In trying to inject a lighthearted note into a deeply troubling series of events, this blog has dubbed the furore around the City of Helsinki’s plans tokuva_3 erect a new hotel on the site of a former ferry terminal “HDHD”. That’s short for “Helsinki’s Design Hotel Debacle”.

So here’s another chance for an image.

From the Planning Department’s own website – it has more too. (The issue goes to the vote tomorrow. Hence this flurry of activity on this blog.)

The word ‘design’ is used in both Finnish and English. But in this context shouldn’t one use ‘designer’, as in ‘designer jeans’ or ‘designer babies’? In Finnish  it’s not clear if ‘design’ is a verb or a noun or both. A key-symbol, perhaps, with many meanings, in this land so proud of its design heritage.

I’m not sure design of buildings and design of spoons or knives (puukko or leuku) for that matter, should be captured under the same word. There are those who argue that architecture is quite a special kind of thing these days. In urban policies and politics all over the world architecture is a protagonist and very often the super-star. Jean Baudrillard, for instance has written on this (for a short review of his collected writings on the topic, with a few phrases that really hit the nail on the head, click here).

It’s hard not to see some kinds of precursors for today’s architectural megalomania in places like the square in front of the Winter Palace in St Petersburg or, well, the Pyramids.
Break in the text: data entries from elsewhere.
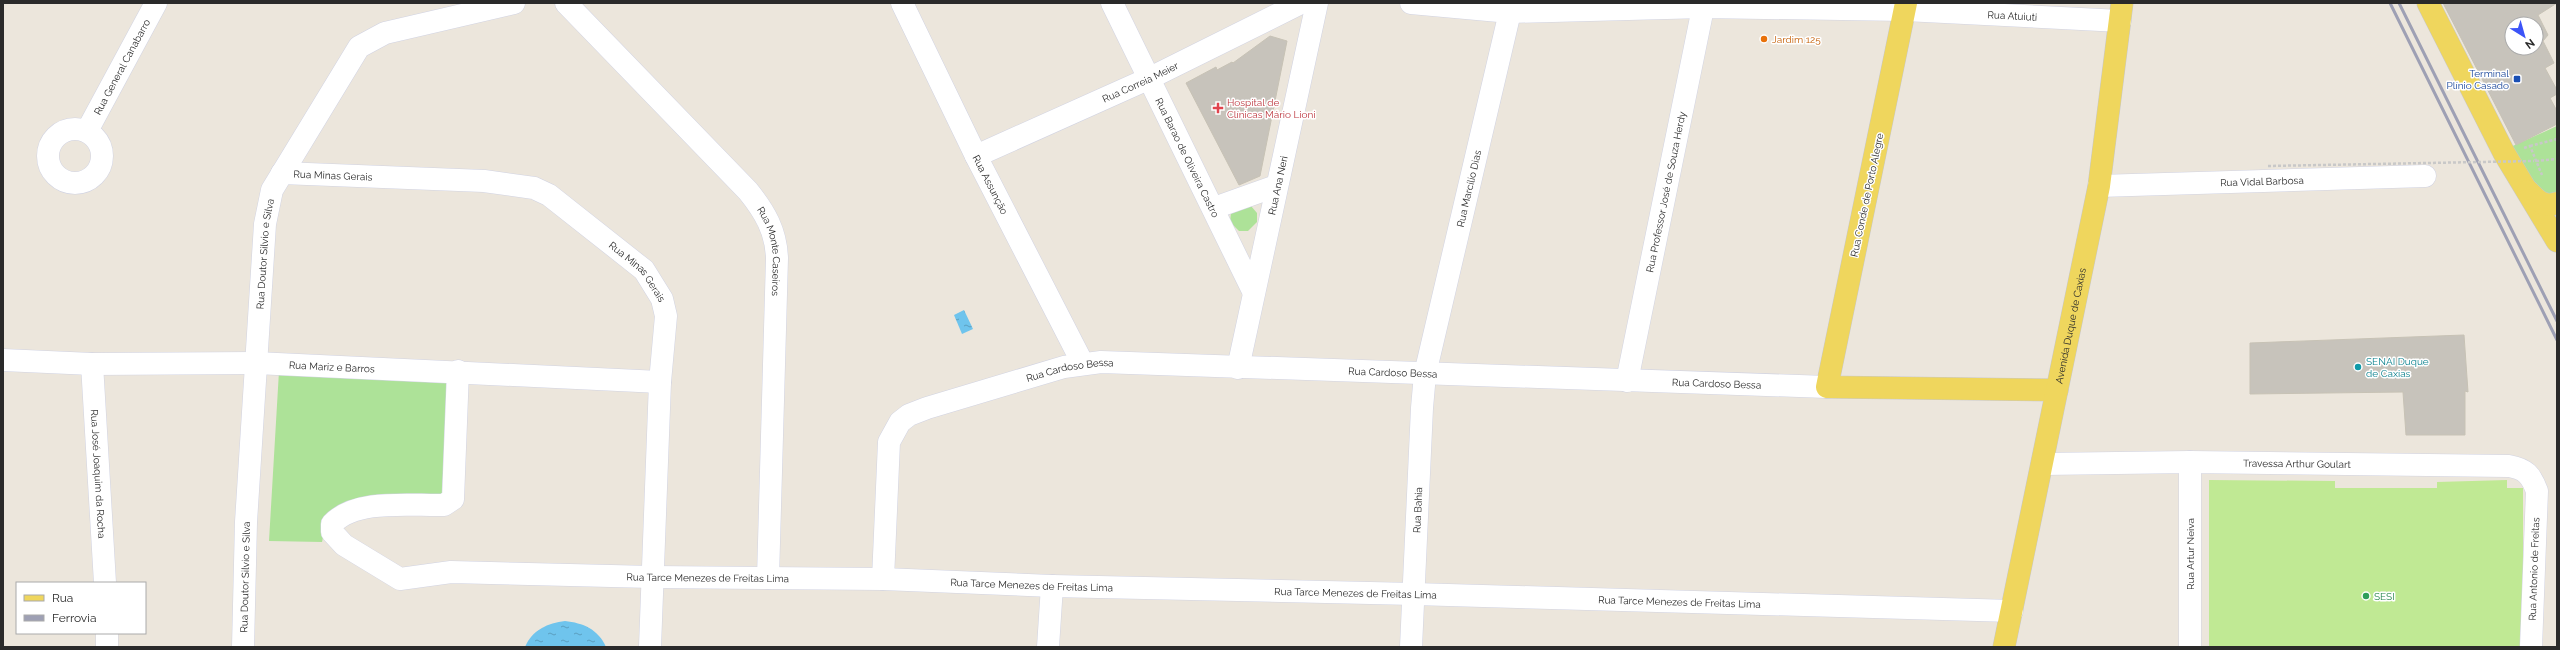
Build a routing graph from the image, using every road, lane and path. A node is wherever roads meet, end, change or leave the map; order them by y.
1 (156, 3) edge
2 (514, 3) edge
3 (566, 3) edge
4 (902, 3) edge
5 (1112, 3) edge
6 (1301, 3) edge
7 (1317, 3) edge
8 (1411, 3) edge
9 (2428, 3) edge
10 (1704, 5) edge
11 (1905, 7) edge
12 (1509, 8) edge
13 (2121, 12) edge
14 (1150, 78) junction
15 (87, 131) dead end
16 (2557, 139) edge
17 (2530, 146) dead end
18 (976, 156) junction
19 (2557, 159) edge
20 (2268, 166) dead end
21 (282, 173) junction
22 (2426, 176) dead end
23 (1276, 186) junction
24 (2099, 186) junction
25 (2523, 186) junction
26 (2557, 203) edge
27 (1214, 208) junction
28 (2557, 241) edge
29 (1253, 291) junction
30 (3, 360) edge
31 (256, 363) junction
32 (92, 364) junction
33 (1083, 364) junction
34 (1238, 368) junction
35 (458, 371) junction
36 (1426, 374) junction
37 (1627, 381) junction
38 (660, 382) junction
39 (1827, 387) junction
40 (2057, 390) junction
41 (2190, 462) junction
42 (2042, 464) junction
43 (2537, 491) joint
44 (652, 577) junction
45 (768, 578) junction
46 (884, 579) junction
47 (105, 582) edge
48 (1052, 586) junction
49 (1414, 594) junction
50 (2012, 611) junction
51 (107, 634) edge
52 (107, 647) edge
53 (243, 647) edge
54 (650, 647) edge
55 (1048, 647) edge
56 (1411, 647) edge
57 (2004, 647) edge
58 (2190, 647) edge
59 (2531, 647) edge

1 - 15 street, Rua General Canabarro
2 - 21 street, Rua Doutor Silvio e Silva
3 - 45 street, Rua Monte Caseiros
4 - 18 street, Rua Assunção
5 - 14 street, Rua Barao de Oliveira Castro
6 - 14 street, Rua Correia Meier
7 - 23 street, Rua Ana Neri
8 - 12 street, Rua Atuiuti
9 - 25 main road
10 - 11 street, Rua Atuiuti
10 - 12 street, Rua Atuiuti
10 - 37 street, Rua Professor José de Souza Herdy
11 - 13 street, Rua Atuiuti
11 - 39 main road, Rua Conde de Porto Alegre
12 - 36 street, Rua Marcílio Dias
13 - 24 main road, Avenida Duque de Caxias
14 - 18 street, Rua Correia Meier
14 - 27 street, Rua Barao de Oliveira Castro
16 - 17 path
18 - 33 street, Rua Assunção
19 - 20 path, bridge
21 - 31 street, Rua Doutor Silvio e Silva
21 - 38 street, Rua Minas Gerais
22 - 24 street, Rua Vidal Barbosa
23 - 27 street
23 - 29 street, Rua Ana Neri
24 - 40 main road, Avenida Duque de Caxias
25 - 26 main road
25 - 28 main road
27 - 29 street, Rua Barao de Oliveira Castro
29 - 34 street, Rua Ana Neri
30 - 32 street, Rua Mariz e Barros
31 - 32 street, Rua Mariz e Barros
31 - 35 street, Rua Mariz e Barros
31 - 53 street, Rua Doutor Silvio e Silva
32 - 47 street, Rua José Joaquim da Rocha
33 - 34 street, Rua Cardoso Bessa
33 - 46 street, Rua Cardoso Bessa
34 - 36 street, Rua Cardoso Bessa
35 - 38 street, Rua Mariz e Barros
35 - 44 street, Rua Tarce Menezes de Freitas Lima
36 - 37 street, Rua Cardoso Bessa
36 - 49 street, Rua Bahia
37 - 39 street, Rua Cardoso Bessa
38 - 44 street, Rua Minas Gerais
39 - 40 main road, Rua Cardoso Bessa
40 - 42 main road, Avenida Duque de Caxias
41 - 42 street, Travessa Arthur Goulart
41 - 43 street, Travessa Arthur Goulart
41 - 58 street, Rua Artur Neiva
42 - 50 main road, Avenida Duque de Caxias
43 - 59 street, Rua Antonio de Freitas
44 - 45 street, Rua Tarce Menezes de Freitas Lima
44 - 54 street, Rua Minas Gerais
45 - 46 street, Rua Tarce Menezes de Freitas Lima
46 - 48 street, Rua Tarce Menezes de Freitas Lima
48 - 49 street, Rua Tarce Menezes de Freitas Lima
48 - 55 street
49 - 50 street, Rua Tarce Menezes de Freitas Lima
49 - 56 street, Rua Bahia
50 - 57 main road, Avenida Duque de Caxias
51 - 52 street

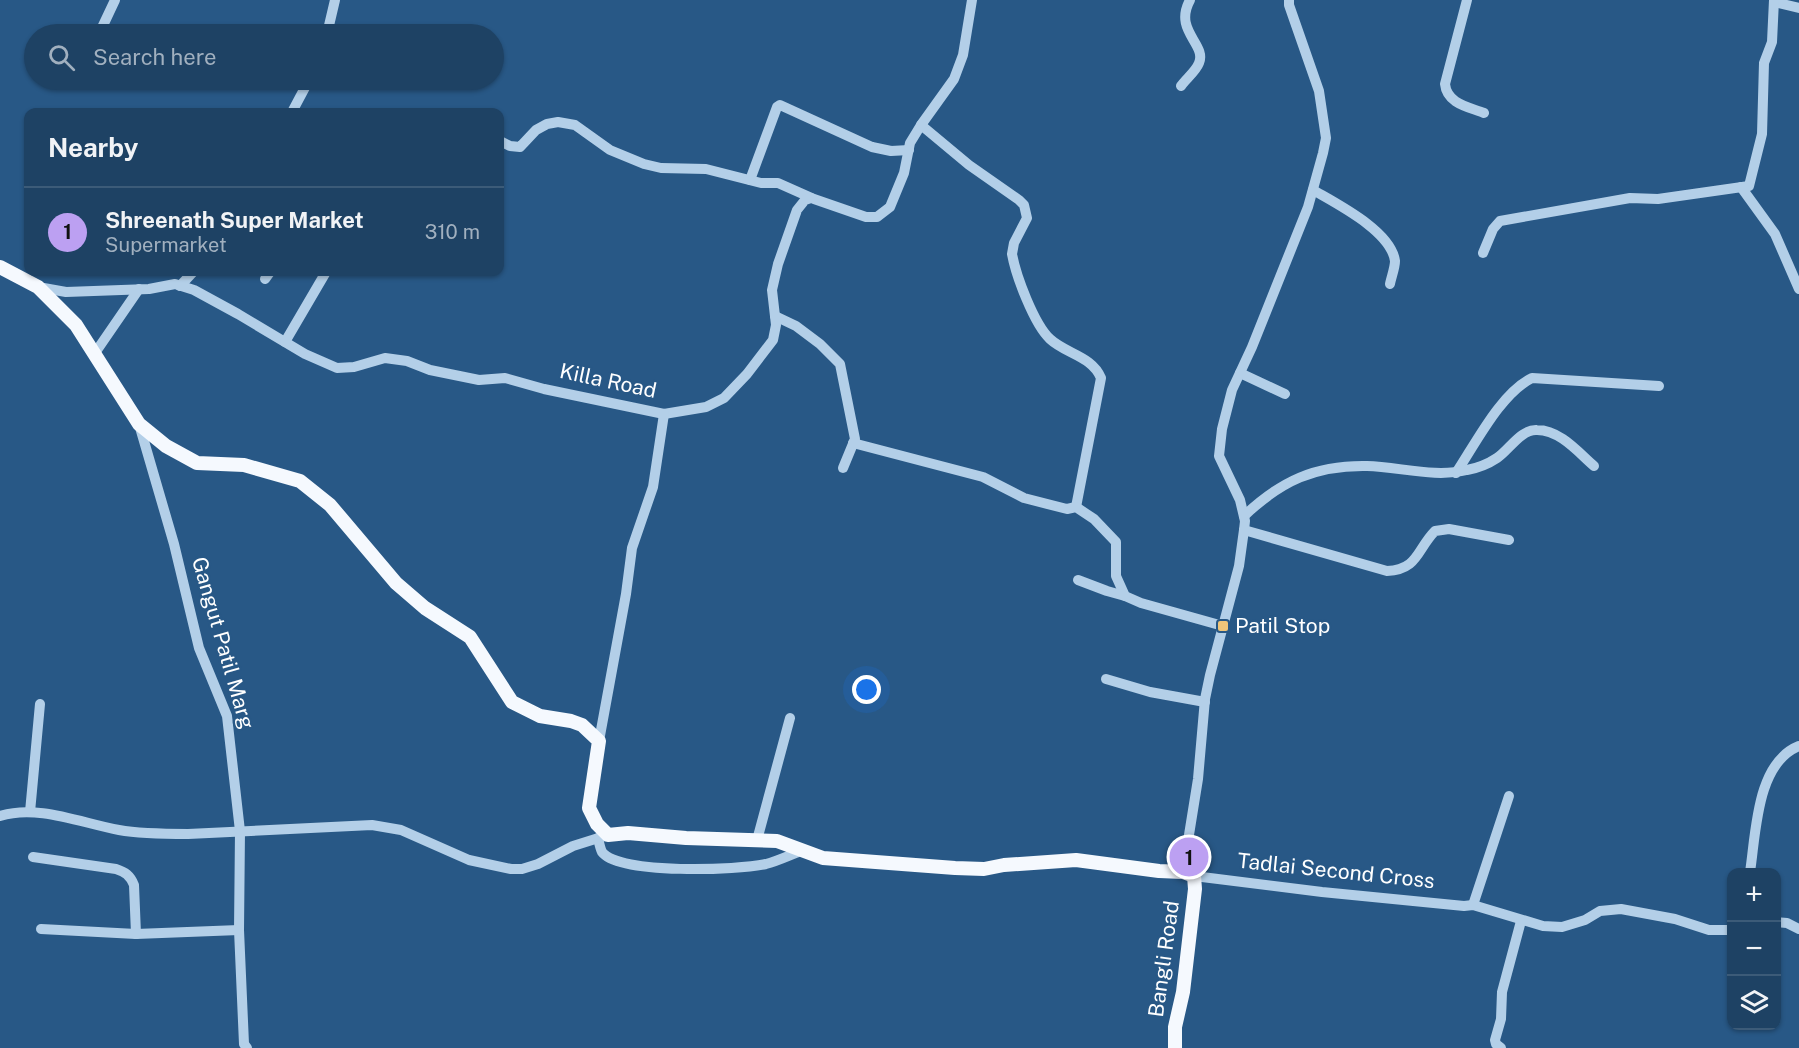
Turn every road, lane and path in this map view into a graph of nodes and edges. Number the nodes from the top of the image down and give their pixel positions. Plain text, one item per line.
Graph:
1 (115, 0) edge
2 (335, 0) edge
3 (972, 0) edge
4 (1190, 0) edge
5 (1290, 0) edge
6 (1467, 0) edge
7 (1774, 1) edge
8 (1799, 8) edge
9 (104, 24) edge
10 (329, 24) edge
11 (1181, 86) dead end
12 (304, 90) edge
13 (294, 108) edge
14 (1484, 113) dead end
15 (921, 125) junction
16 (504, 143) edge
17 (909, 150) junction
18 (750, 180) junction
19 (1741, 187) junction
20 (1313, 190) junction
21 (811, 198) junction
22 (1484, 253) dead end
23 (0, 267) edge
24 (189, 276) edge
25 (324, 276) edge
26 (1390, 284) dead end
27 (38, 286) junction
28 (180, 286) junction
29 (139, 289) junction
30 (1799, 289) edge
31 (775, 316) junction
32 (285, 342) junction
33 (95, 353) junction
34 (1240, 373) junction
35 (1659, 386) dead end
36 (1285, 394) dead end
37 (664, 414) junction
38 (139, 424) junction
39 (853, 443) junction
40 (1594, 466) dead end
41 (843, 468) dead end
42 (1456, 473) junction
43 (1076, 507) junction
44 (1244, 516) junction
45 (1244, 530) junction
46 (1509, 540) dead end
47 (1078, 580) dead end
48 (1125, 596) junction
49 (1223, 626) junction
50 (1106, 680) dead end
51 (1205, 702) junction
52 (40, 704) dead end
53 (790, 718) dead end
54 (599, 741) junction
55 (1799, 746) edge
56 (1509, 796) dead end
57 (30, 812) junction
58 (0, 816) edge
59 (240, 831) junction
60 (603, 837) junction
61 (757, 840) junction
62 (801, 851) junction
63 (33, 857) dead end
64 (1751, 868) edge
65 (1188, 874) junction
66 (1473, 905) junction
67 (1521, 921) junction
68 (1782, 922) edge
69 (41, 929) dead end
70 (1799, 929) edge
71 (239, 930) junction
72 (1727, 930) edge
73 (135, 934) junction
74 (247, 1048) edge
75 (1174, 1048) edge
76 (1501, 1048) edge

1 - 9 street
2 - 10 street
3 - 15 street
4 - 11 street
5 - 20 street
6 - 14 street
7 - 8 street
7 - 19 street
12 - 13 street
15 - 17 street
15 - 43 street
16 - 18 street
17 - 18 street
17 - 21 street
18 - 21 street
19 - 22 street
19 - 30 street
20 - 26 street
20 - 34 street
21 - 31 street, Killa Road
23 - 27 main road, Killa Road
24 - 28 street
25 - 32 street
27 - 29 street, Killa Road
27 - 33 main road, Gangut Patil Marg
28 - 29 street, Killa Road
28 - 32 street, Killa Road
29 - 33 street
31 - 37 street, Killa Road
31 - 39 street
32 - 37 street, Killa Road
33 - 38 main road, Gangut Patil Marg
34 - 36 street
34 - 44 street
35 - 42 street
37 - 54 street
38 - 54 main road
38 - 59 street, Gangut Patil Marg
39 - 41 street
39 - 43 street
40 - 42 street
42 - 44 street
43 - 48 street
44 - 45 street
45 - 46 street
45 - 49 street
47 - 48 street
48 - 49 street
49 - 51 street
50 - 51 street
51 - 65 street
52 - 57 street
53 - 61 street
54 - 60 main road
55 - 64 street
56 - 66 street
57 - 58 street, Tadlai Second Cross
57 - 59 street, Tadlai Second Cross
59 - 60 street, Tadlai Second Cross
59 - 71 street, Gangut Patil Marg
60 - 61 main road, Tadlai Second Cross
60 - 62 street
61 - 62 main road, Tadlai Second Cross
62 - 65 main road, Tadlai Second Cross
63 - 73 street
65 - 66 street, Tadlai Second Cross
65 - 75 main road, Bangli Road
66 - 67 street, Tadlai Second Cross
67 - 72 street, Tadlai Second Cross
67 - 76 street
68 - 70 street
69 - 73 street
71 - 73 street
71 - 74 street, Gangut Patil Marg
WinterPalaceAndAC Pyramids

 

 

 

 

 

 

 

I found the 2005 book on the topic of megalomaniac (despotic) leaders and megalomaniac building, The Edifice Complex thoroughly entertaining though I can’t judge its scholarly value. (A fun review here). Appropriately its author is the current director of London’s Design Museum, Deyan Sudjic. I suppose smaller products of design (like the VW beetle, or innovations like the Finnish tiskikaappi) can also have huge impacts on history, but there is something about the longevity, footprint and shadow of architecture which sets it well apart from other design activities. Perhaps I’ll use ‘designer’ then in reference to the hotel.